───── Provided material

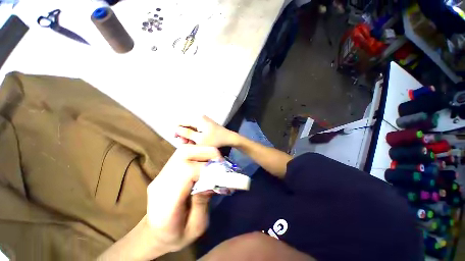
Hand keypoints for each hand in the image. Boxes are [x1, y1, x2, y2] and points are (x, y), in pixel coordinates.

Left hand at [146, 145, 221, 254]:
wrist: (153, 233)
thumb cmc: (175, 235)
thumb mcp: (196, 228)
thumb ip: (203, 202)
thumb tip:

──────────

* **What needs to be done**: An exact, picture-free copy of the entries is required.

* **Completed task**:
Hand keypoints for each hand in the image. Boxes are [x1, y1, x2, y2] and points are (x, y), in pixel coordinates.

Left hand at [146, 145, 221, 254]:
wrist: (153, 233)
thumb cmc: (175, 235)
thumb mcp: (196, 228)
thumb ip: (203, 202)
thumb tip:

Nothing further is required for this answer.